Packing lunches

Anonymous
Anonymous wrote:
Anonymous wrote:Why are you sending peanut butter to a school??

I pack pasta all the time-I make it that morning and they eat it while it’s room temp. Sometimes I also heat up leftovers and pack them-they can be room temp. Also I put soups in the thermos.


Our school allows peanuts. They manage it on a class by class basis. So if someone has an allergy, that class goes nut free for snack, and the child is monitored at lunch time.


+1

Our school has a nut free table. If there is a child with nut allergies in the classroom then we are not allowed to send in peanut snacks otherwise peanut butter and jelly is a perfectly acceptable food to send.
Anonymous
Anonymous wrote:
Anonymous wrote:Why are you sending peanut butter to a school??

I pack pasta all the time-I make it that morning and they eat it while it’s room temp. Sometimes I also heat up leftovers and pack them-they can be room temp. Also I put soups in the thermos.


Because some schools allow it. My kid's school serve PB&J uncrustables. I pack PB&J for lunch on occasion, but no nuts in the snack because its held in the classroom. Kids who are allergic sit at a separate lunch room table.


All of FCPS serve PB&J. We don't send snacks with peanuts or tree nuts, those are eaten in the classroom, but if the County is going to sell PB&J then I am not going to worry about sending PB&J.
Anonymous
Besides sandwiches, I send pasta, sushi, rice with meat and vegetables, and dumplings. With a fruit, and milk or water. We alternate each week. They've never had a school lunch. If you think the menu looks bad, wait until you actually see what the school lunch looks like.
Anonymous
I don't send anything with nuts. I do sunflower seed butter on sandwiches. No matter the rules of the school, one of my kids was in a preschool class where a child who was nut allergic was exposed to something (never figured out) and paramedics had to come, fire truck, ambulance, etc. He lived but it was scary. There is no reason to take risks of sending PB&J imo.

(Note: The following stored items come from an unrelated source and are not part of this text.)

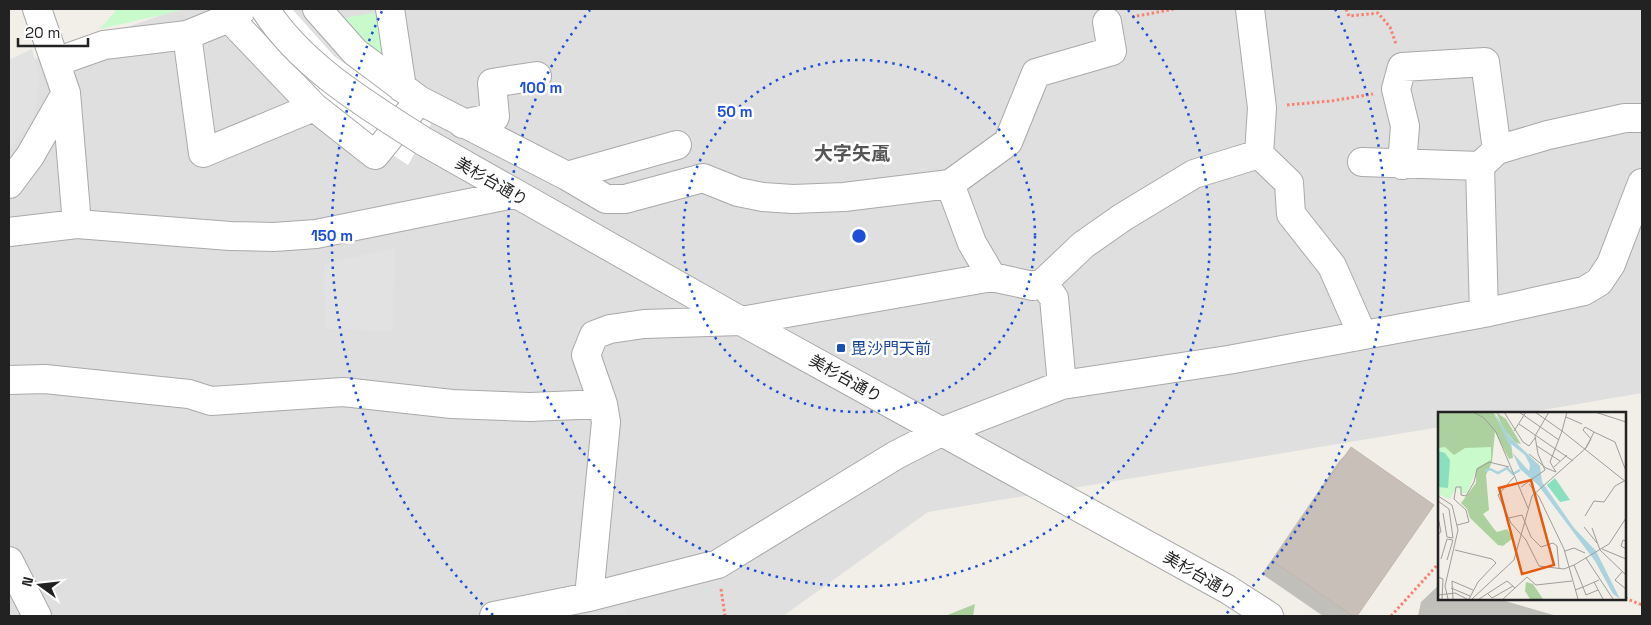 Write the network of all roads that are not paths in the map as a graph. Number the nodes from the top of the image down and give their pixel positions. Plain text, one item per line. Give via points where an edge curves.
1 (37, 9) edge
2 (265, 9) edge
3 (317, 9) edge
4 (390, 9) edge
5 (1250, 9) edge
6 (236, 13) edge
7 (1107, 22) road end
8 (188, 35) junction
9 (56, 62) junction
10 (537, 76) dead end
11 (66, 93) junction
12 (411, 94) junction
13 (314, 108) junction
14 (1642, 118) edge
15 (463, 124) junction
16 (677, 145) dead end
17 (1259, 154) junction
18 (1489, 158) junction
19 (1362, 162) dead end
20 (1402, 165) junction
21 (567, 176) junction
22 (1642, 183) edge
23 (9, 184) edge
24 (950, 184) junction
25 (514, 194) junction
26 (77, 224) junction
27 (9, 232) edge
28 (992, 277) junction
29 (1043, 283) junction
30 (1484, 313) junction
31 (741, 321) junction
32 (1362, 334) junction
33 (9, 380) edge
34 (1062, 385) junction
35 (603, 404) junction
36 (943, 431) junction
37 (9, 561) edge
38 (589, 597) junction
39 (37, 616) edge
40 (494, 616) edge
41 (1269, 616) edge

1 - 9 street
2 - 25 street, 美杉台通り, bridge via 306,57 352,95 423,142
3 - 12 street via 355,52
4 - 12 street
5 - 17 street via 1262,108
6 - 8 street
6 - 13 street
7 - 24 street via 1112,51 1036,72 1008,142
8 - 9 street via 104,45
8 - 13 street via 203,154
9 - 11 street
10 - 15 street via 492,83 495,117
11 - 23 street via 30,156
11 - 26 street
12 - 13 street via 375,155
12 - 15 street
14 - 18 street via 1626,118 1548,136
15 - 21 street
16 - 21 street
17 - 29 street via 1194,174 1122,217 1083,245
17 - 32 street via 1289,183 1291,214 1332,266
18 - 20 street
18 - 20 street via 1485,62 1399,78 1405,126
18 - 30 street
19 - 20 street
21 - 24 street via 606,199 625,199 703,178 738,192 792,199 884,193
22 - 30 street via 1611,264 1599,282 1584,291
24 - 28 street via 972,243
25 - 26 street via 316,234 290,236 230,236
25 - 31 street, 美杉台通り
26 - 27 street
28 - 29 street via 1033,286
28 - 31 street
29 - 34 street via 1054,298
30 - 32 street
31 - 35 street via 644,324 594,335 586,355
31 - 36 street, 美杉台通り
32 - 34 street via 1228,360
33 - 35 street via 45,379 188,394 211,401 344,392 452,404 530,407
34 - 36 street
35 - 38 street via 606,422
36 - 38 street via 896,455 718,564
36 - 41 street, 美杉台通り via 1218,584
37 - 39 street
38 - 40 street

Mostly I send leftovers and baby carrots and/or sugar snap peas.

Anonymous
Bento box with dinner leftovers in the main compartment and fruit/veggies or another something small (muffin, crackers, babybel) in the smaller compartments. I take more or less the same thing myself and usually don't bother to heat anything up myself. Room temperature pasta or couscous or meat/rice is fine with me, definitely fine with my kids.
Anonymous
I do a bento type box as well since my kid hates sandwiches. Today was kiwi, watermelon, cucumber/tomato combo, hard boiled egg, few cashew nuts, pita chips.

Sometimes he likes a thermos with pasta or chicken nuggets with fruit on the side.

He’s much pickier for lunch than any other meal so I am just happy if he eats.
Anonymous
Anonymous wrote:I don't send anything with nuts. I do sunflower seed butter on sandwiches. No matter the rules of the school, one of my kids was in a preschool class where a child who was nut allergic was exposed to something (never figured out) and paramedics had to come, fire truck, ambulance, etc. He lived but it was scary. There is no reason to take risks of sending PB&J imo.

Mostly I send leftovers and baby carrots and/or sugar snap peas.




Get all of the bee keepers together. We need to get rid of all the bees. Someone in school is allergic.
Anonymous
My daughter buys lunch about half the time, depending on what it is. She has sandwiches the other days. I alternate between turkey and ham and sometimes other lunch meats or leftover BBQ or pork loin if we had that for dinner. I change out the bread, usually whole wheat but sometimes flat bread or king's hawaiian rolls for "sliders". We're allowed to do peanuts but I don't send PB out of respect for the allergy kids.
Anonymous
I use the thermos for soup and pasta. I also send DIY burritos (DD is ok with room temp beans).
Anonymous
I send either peanut butter and marshmallow fluff (or homemade jam) sandwich, pastrami sandwich, or left over pasta from a dinner. Pretty much alternating those three things. Plus a fresh fruit, a vegetable, and a pretzels/sesame sticks/veggie straws type snack.

They don’t complain and when I try to suggest more variety they say no or will leave it uneaten.
Anonymous
Trader Joe’s makes a very good turkey summer sausage. Sometimes I’ll give them slices of that with some cheese and whole wheat crackers
Anonymous
This thread makes me envious. Both my kids are very picky eaters and I'm so limited in what I can send.

Sometimes I've been able to send chips and hummus or guacamole and carrot sticks. They make individual packages for the guac. Not as good as the fresh, preservative-free kind, but one kid will eat it.
Anonymous
Anonymous wrote:Why are you sending peanut butter to a school??

I pack pasta all the time-I make it that morning and they eat it while it’s room temp. Sometimes I also heat up leftovers and pack them-they can be room temp. Also I put soups in the thermos.


Schools don’t all follow the same rules, don’t you know?